§ TASK INSTRUCTIONS
Within the records below, find each line that holds the string "include", then copy it.

§ STUDY MATERIAL
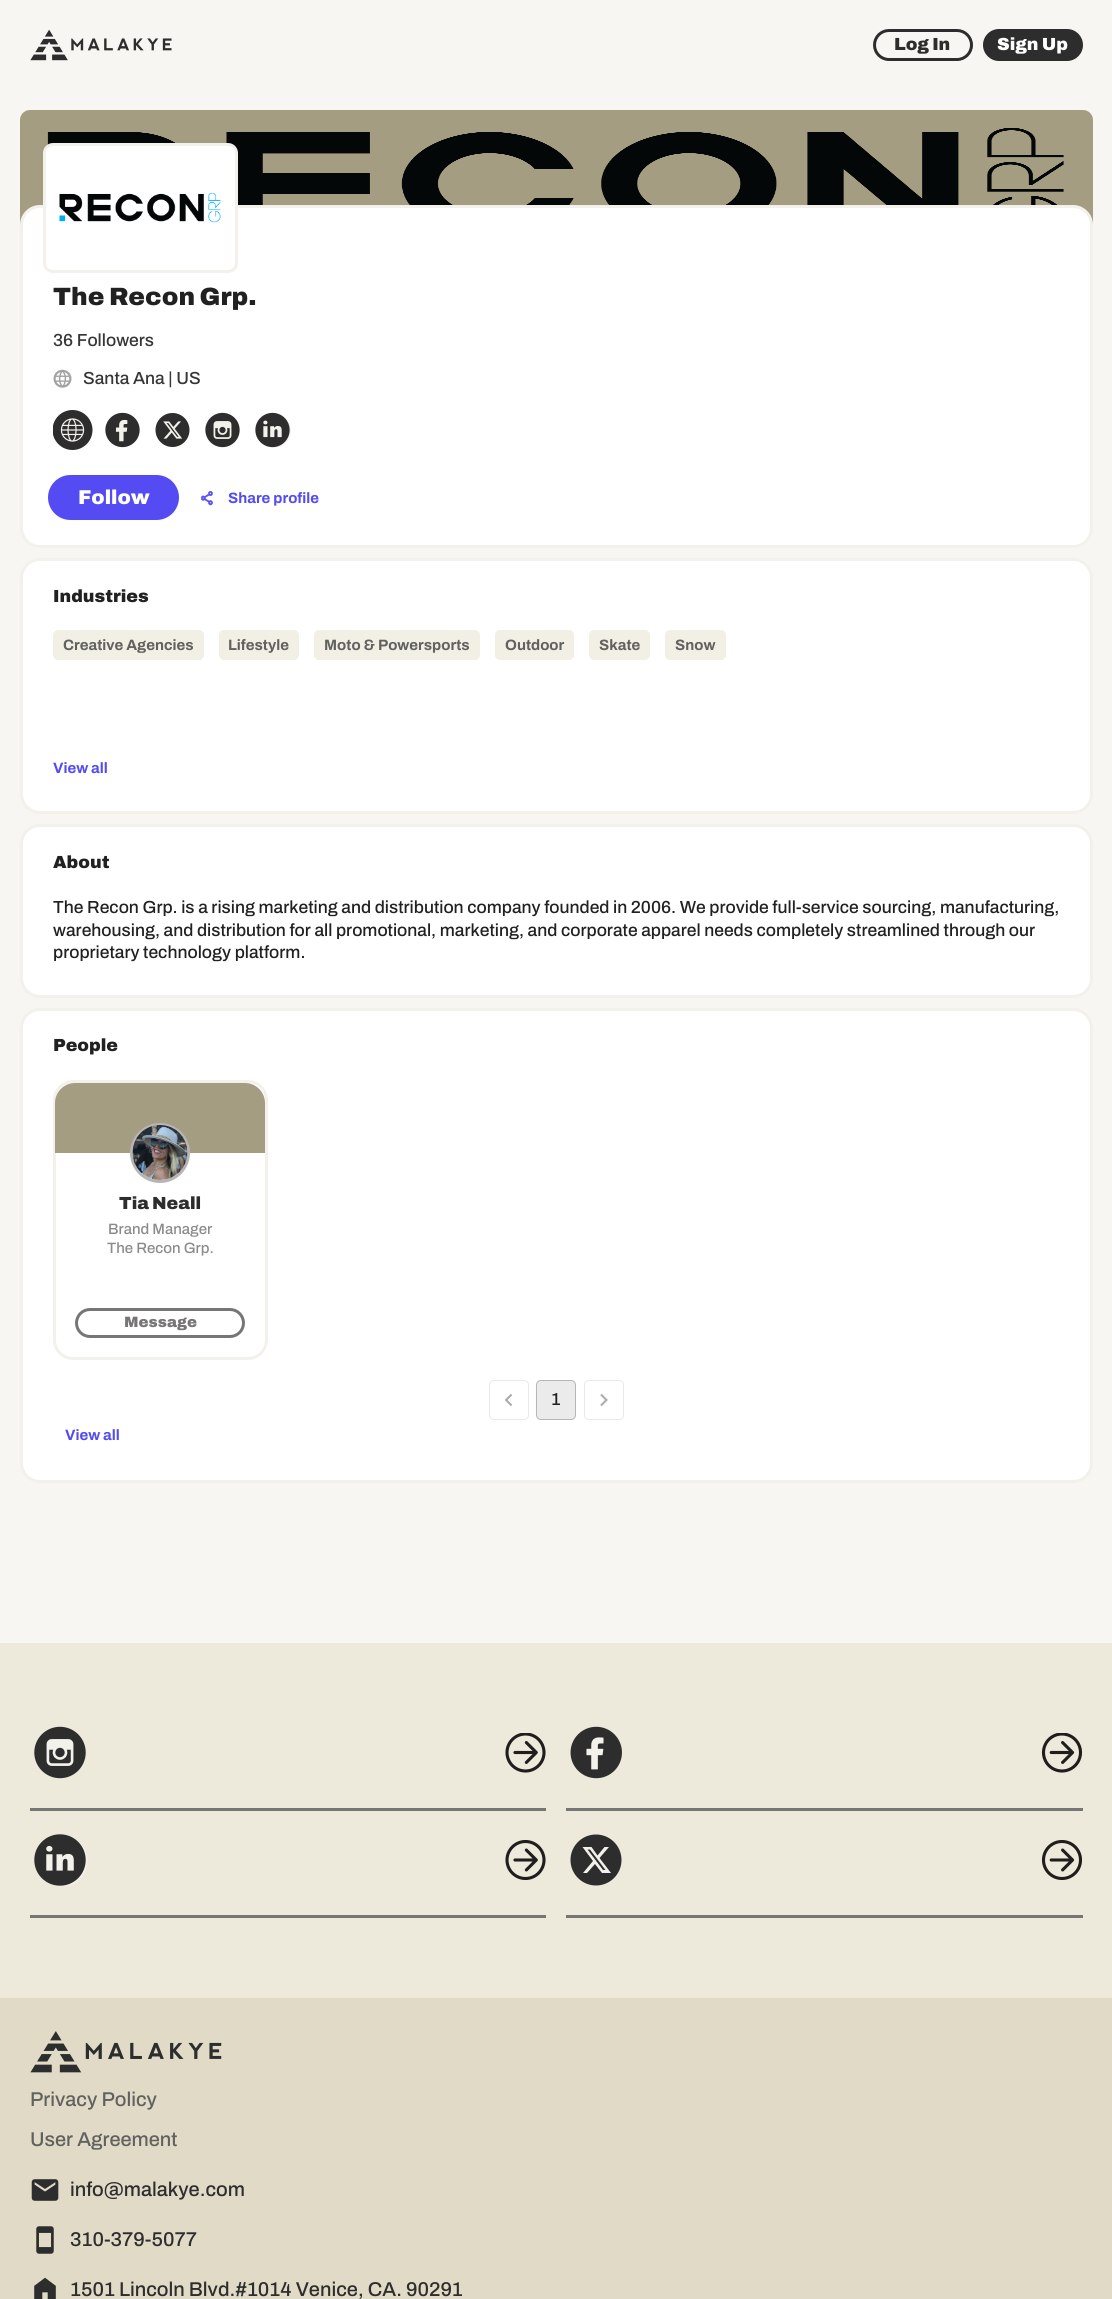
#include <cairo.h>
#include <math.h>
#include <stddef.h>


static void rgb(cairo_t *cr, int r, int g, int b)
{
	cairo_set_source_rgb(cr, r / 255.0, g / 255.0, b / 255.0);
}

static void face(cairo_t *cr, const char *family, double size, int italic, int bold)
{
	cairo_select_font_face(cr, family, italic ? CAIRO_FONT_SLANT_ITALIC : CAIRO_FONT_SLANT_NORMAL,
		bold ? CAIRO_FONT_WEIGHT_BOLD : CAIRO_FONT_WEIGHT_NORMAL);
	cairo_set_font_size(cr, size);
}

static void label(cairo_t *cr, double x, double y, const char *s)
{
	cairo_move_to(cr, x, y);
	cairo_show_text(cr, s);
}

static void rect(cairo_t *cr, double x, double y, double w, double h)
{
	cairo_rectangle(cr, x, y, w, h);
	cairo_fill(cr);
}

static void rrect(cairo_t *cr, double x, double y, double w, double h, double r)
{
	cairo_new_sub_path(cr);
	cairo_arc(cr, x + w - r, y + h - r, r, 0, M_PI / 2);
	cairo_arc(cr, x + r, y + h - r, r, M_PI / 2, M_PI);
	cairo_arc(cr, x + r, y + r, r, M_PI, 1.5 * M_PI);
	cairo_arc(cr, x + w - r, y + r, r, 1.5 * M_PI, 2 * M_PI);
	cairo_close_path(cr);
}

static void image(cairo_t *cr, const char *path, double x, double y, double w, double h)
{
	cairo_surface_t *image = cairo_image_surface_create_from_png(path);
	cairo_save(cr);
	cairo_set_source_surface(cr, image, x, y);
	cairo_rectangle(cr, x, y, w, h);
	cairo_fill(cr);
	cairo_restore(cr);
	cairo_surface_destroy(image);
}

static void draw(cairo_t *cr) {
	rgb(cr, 247, 246, 243);
	cairo_paint(cr);
	image(cr, "image0.png", 30, 29, 142, 32);
	rrect(cr, 874.5, 30.5, 97, 29, 14.5);
	rgb(cr, 45, 45, 45);
	cairo_set_line_width(cr, 3);
	cairo_stroke(cr);
	face(cr, "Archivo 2 SemiBold", 17.5, 0, 0);
	label(cr, 894, 50, "Log In");
	rrect(cr, 983, 29, 100, 32, 16);
	cairo_fill(cr);
	rgb(cr, 255, 255, 255);
	label(cr, 997, 50, "Sign Up");
	rgb(cr, 165, 157, 130);
	rrect(cr, 20, 110, 1073, 185, 10);
	cairo_fill(cr);
	image(cr, "image1.png", 47, 128, 1017, 77);
	rgb(cr, 255, 255, 255);
	rrect(cr, 21.5, 206.5, 1070, 340, 18.5);
	cairo_fill_preserve(cr);
	rgb(cr, 243, 241, 235);
	cairo_stroke(cr);
	face(cr, "Archivo 2 SemiBold", 25, 0, 0);
	rgb(cr, 33, 33, 33);
	label(cr, 53, 305, "The Recon Grp.");
	rgb(cr, 255, 255, 255);
	rrect(cr, 44.5, 144.5, 192, 127, 8.5);
	cairo_fill_preserve(cr);
	rgb(cr, 243, 241, 235);
	cairo_stroke(cr);
	image(cr, "image2.png", 59, 192, 162, 31);
	face(cr, "Archivo SemiBold", 17.5, 0, 0);
	rgb(cr, 54, 54, 54);
	label(cr, 53, 346, "36 Followers");
	image(cr, "image3.png", 53, 369, 19, 19);
	label(cr, 83, 384, "Santa Ana | US");
	image(cr, "image4.png", 53, 410, 40, 40);
	image(cr, "image5.png", 105, 412, 35, 36);
	image(cr, "image6.png", 155, 413, 35, 34);
	image(cr, "image7.png", 205, 412, 35, 36);
	image(cr, "image8.png", 255, 412, 36, 36);
	rgb(cr, 84, 76, 242);
	rrect(cr, 48, 475, 131, 45, 22.5);
	cairo_fill(cr);
	face(cr, "Archivo 2 SemiBold", 20, 0, 0);
	rgb(cr, 255, 255, 255);
	label(cr, 78, 504, "Follow");
	image(cr, "image9.png", 201, 491, 12, 15);
	face(cr, "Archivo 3 SemiBold", 15, 0, 0);
	rgb(cr, 84, 76, 242);
	label(cr, 228, 503, "Share profile");
	rgb(cr, 255, 255, 255);
	rrect(cr, 21.5, 559.5, 1070, 253, 18.5);
	cairo_fill_preserve(cr);
	rgb(cr, 243, 241, 235);
	cairo_stroke(cr);
	face(cr, "Archivo 2 SemiBold", 17.5, 0, 0);
	rgb(cr, 33, 33, 33);
	label(cr, 53, 602, "Industries");
	rgb(cr, 242, 239, 229);
	rrect(cr, 53, 630, 151, 30, 5);
	cairo_fill(cr);
	face(cr, "Archivo 3 SemiBold", 15, 0, 0);
	rgb(cr, 97, 97, 96);
	label(cr, 63, 650, "Creative Agencies");
	rgb(cr, 242, 239, 229);
	rrect(cr, 219, 630, 80, 30, 5);
	cairo_fill(cr);
	rgb(cr, 97, 97, 96);
	label(cr, 228, 650, "Lifestyle");
	rgb(cr, 242, 239, 229);
	rrect(cr, 314, 630, 166, 30, 5);
	cairo_fill(cr);
	rgb(cr, 97, 97, 96);
	label(cr, 324, 650, "Moto & Powersports");
	rgb(cr, 242, 239, 229);
	rrect(cr, 495, 630, 79, 30, 5);
	cairo_fill(cr);
	rgb(cr, 97, 97, 96);
	label(cr, 505, 650, "Outdoor");
	rgb(cr, 242, 239, 229);
	rrect(cr, 589, 630, 61, 30, 5);
	cairo_fill(cr);
	rgb(cr, 97, 97, 96);
	label(cr, 599, 650, "Skate");
	rgb(cr, 242, 239, 229);
	rrect(cr, 665, 630, 61, 30, 5);
	cairo_fill(cr);
	rgb(cr, 97, 97, 96);
	label(cr, 675, 650, "Snow");
	rgb(cr, 84, 76, 242);
	label(cr, 53, 773, "View all");
	rgb(cr, 255, 255, 255);
	rrect(cr, 21.5, 825.5, 1070, 171, 18.5);
	cairo_fill_preserve(cr);
	rgb(cr, 243, 241, 235);
	cairo_stroke(cr);
	face(cr, "Archivo 2 SemiBold", 17.5, 0, 0);
	rgb(cr, 33, 33, 33);
	label(cr, 53, 868, "About");
	face(cr, "Archivo SemiBold", 17.5, 0, 0);
	label(cr, 53, 913, "The Recon Grp. is a rising marketing and distribution company founded in 2006. We provide full-service sourcing, manufacturing,");
	label(cr, 53, 936, "warehousing, and distribution for all promotional, marketing, and corporate apparel needs completely streamlined through our");
	label(cr, 53, 958, "proprietary technology platform.");
	rgb(cr, 255, 255, 255);
	rrect(cr, 21.5, 1009.5, 1070, 472, 18.5);
	cairo_fill_preserve(cr);
	rgb(cr, 243, 241, 235);
	cairo_stroke(cr);
	face(cr, "Archivo 2 SemiBold", 17.5, 0, 0);
	rgb(cr, 33, 33, 33);
	label(cr, 53, 1051, "People");
	rrect(cr, 54.5, 1081.5, 212, 277, 18.5);
	rgb(cr, 243, 241, 235);
	cairo_stroke(cr);
	rgb(cr, 165, 157, 130);
	cairo_new_path(cr);
	cairo_move_to(cr, 75, 1083);
	cairo_line_to(cr, 245, 1083);
	cairo_curve_to(cr, 256, 1083, 265, 1092, 265, 1103);
	cairo_line_to(cr, 265, 1153);
	cairo_line_to(cr, 55, 1153);
	cairo_line_to(cr, 55, 1103);
	cairo_curve_to(cr, 55, 1092, 64, 1083, 75, 1083);
	cairo_close_path(cr);
	cairo_fill(cr);
	cairo_arc(cr, 160, 1153, 28.5, 0, 2 * M_PI);
	rgb(cr, 183, 182, 180);
	cairo_stroke(cr);
	image(cr, "image10.png", 132, 1125, 56, 55);
	rgb(cr, 45, 45, 45);
	label(cr, 119, 1209, "Tia Neall");
	face(cr, "Archivo SemiBold", 15, 0, 0);
	rgb(cr, 140, 139, 138);
	label(cr, 108, 1234, "Brand Manager");
	label(cr, 107, 1253, "The Recon Grp.");
	rrect(cr, 76.5, 1309.5, 167, 27, 13.5);
	rgb(cr, 119, 118, 117);
	cairo_stroke(cr);
	face(cr, "Archivo 2 SemiBold", 15, 0, 0);
	label(cr, 124, 1327, "Message");
	rrect(cr, 489.5, 1380.5, 39, 39, 4.5);
	rgb(cr, 233, 233, 233);
	cairo_set_line_width(cr, 1);
	cairo_stroke(cr);
	image(cr, "image11.png", 504, 1394, 9, 12);
	rgb(cr, 235, 235, 235);
	rrect(cr, 536, 1380, 40, 40, 5);
	cairo_fill(cr);
	rrect(cr, 536.5, 1380.5, 39, 39, 4.5);
	cairo_set_source_rgba(cr, 0, 0, 0, 0.23);
	cairo_stroke(cr);
	face(cr, "Archivo SemiBold", 17.5, 0, 0);
	rgb(cr, 33, 33, 33);
	label(cr, 551, 1405, "1");
	rrect(cr, 584.5, 1380.5, 39, 39, 4.5);
	rgb(cr, 233, 233, 233);
	cairo_stroke(cr);
	image(cr, "image12.png", 600, 1394, 8, 12);
	face(cr, "Archivo 3 SemiBold", 15, 0, 0);
	rgb(cr, 84, 76, 242);
	label(cr, 65, 1440, "View all");
	rgb(cr, 237, 233, 219);
	rect(cr, 0, 1643, 1112, 355);
	rgb(cr, 119, 118, 117);
	rect(cr, 30, 1808, 516, 3);
	image(cr, "image13.png", 34, 1726, 52, 53);
	image(cr, "image14.png", 505, 1733, 41, 40);
	rect(cr, 566, 1808, 517, 3);
	image(cr, "image15.png", 570, 1726, 52, 53);
	image(cr, "image16.png", 1041, 1733, 42, 40);
	rect(cr, 30, 1915, 516, 3);
	image(cr, "image17.png", 34, 1834, 54, 53);
	image(cr, "image18.png", 505, 1840, 41, 40);
	rect(cr, 566, 1915, 517, 3);
	rgb(cr, 45, 45, 45);
	cairo_arc(cr, 596, 1860, 25.5, 0, 2 * M_PI);
	cairo_fill(cr);
	rgb(cr, 243, 241, 235);
	cairo_new_path(cr);
	cairo_move_to(cr, 604.5, 1847);
	cairo_line_to(cr, 609, 1847);
	cairo_line_to(cr, 599.5, 1858);
	cairo_line_to(cr, 611, 1873);
	cairo_line_to(cr, 602, 1873);
	cairo_line_to(cr, 595, 1864);
	cairo_line_to(cr, 587, 1873);
	cairo_line_to(cr, 583, 1873);
	cairo_line_to(cr, 593, 1861);
	cairo_line_to(cr, 582.5, 1847);
	cairo_line_to(cr, 591.5, 1847);
	cairo_line_to(cr, 597.5, 1855.5);
	cairo_close_path(cr);
	cairo_move_to(cr, 603, 1870);
	cairo_line_to(cr, 605.5, 1870);
	cairo_line_to(cr, 590, 1849.5);
	cairo_line_to(cr, 587.5, 1849.5);
	cairo_close_path(cr);
	cairo_fill(cr);
	image(cr, "image19.png", 1041, 1840, 41, 40);
	rgb(cr, 224, 218, 198);
	rect(cr, 0, 1998, 1112, 301);
	image(cr, "image20.png", 30, 2031, 192, 42);
	face(cr, "Archivo SemiBold", 20, 0, 0);
	rgb(cr, 97, 97, 96);
	label(cr, 30, 2106, "Privacy Policy");
	label(cr, 30, 2146, "User Agreement");
	image(cr, "image21.png", 31, 2179, 28, 22);
	rgb(cr, 45, 45, 45);
	label(cr, 70, 2196, "info@malakye.com");
	image(cr, "image22.png", 36, 2226, 18, 28);
	label(cr, 70, 2246, "310-379-5077");
	image(cr, "image23.png", 34, 2277, 22, 22);
	label(cr, 70, 2296, "1501 Lincoln Blvd.#1014 Venice, CA. 90291");
}

int main(void) {
	cairo_surface_t *surface = cairo_image_surface_create(CAIRO_FORMAT_RGB24, 1112, 2299);
	cairo_t *cr = cairo_create(surface);
	cairo_font_options_t *options = cairo_font_options_create();
	cairo_font_options_set_hint_metrics(options, CAIRO_HINT_METRICS_OFF);
	cairo_font_options_set_hint_style(options, CAIRO_HINT_STYLE_NONE);
	cairo_set_font_options(cr, options);
	cairo_set_miter_limit(cr, 4);
	draw(cr);
	cairo_surface_write_to_png(surface, "render.png");
	cairo_font_options_destroy(options);
	cairo_destroy(cr);
	cairo_surface_destroy(surface);
	return 0;
}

§ EXERCISE ANSWER
#include <cairo.h>
#include <math.h>
#include <stddef.h>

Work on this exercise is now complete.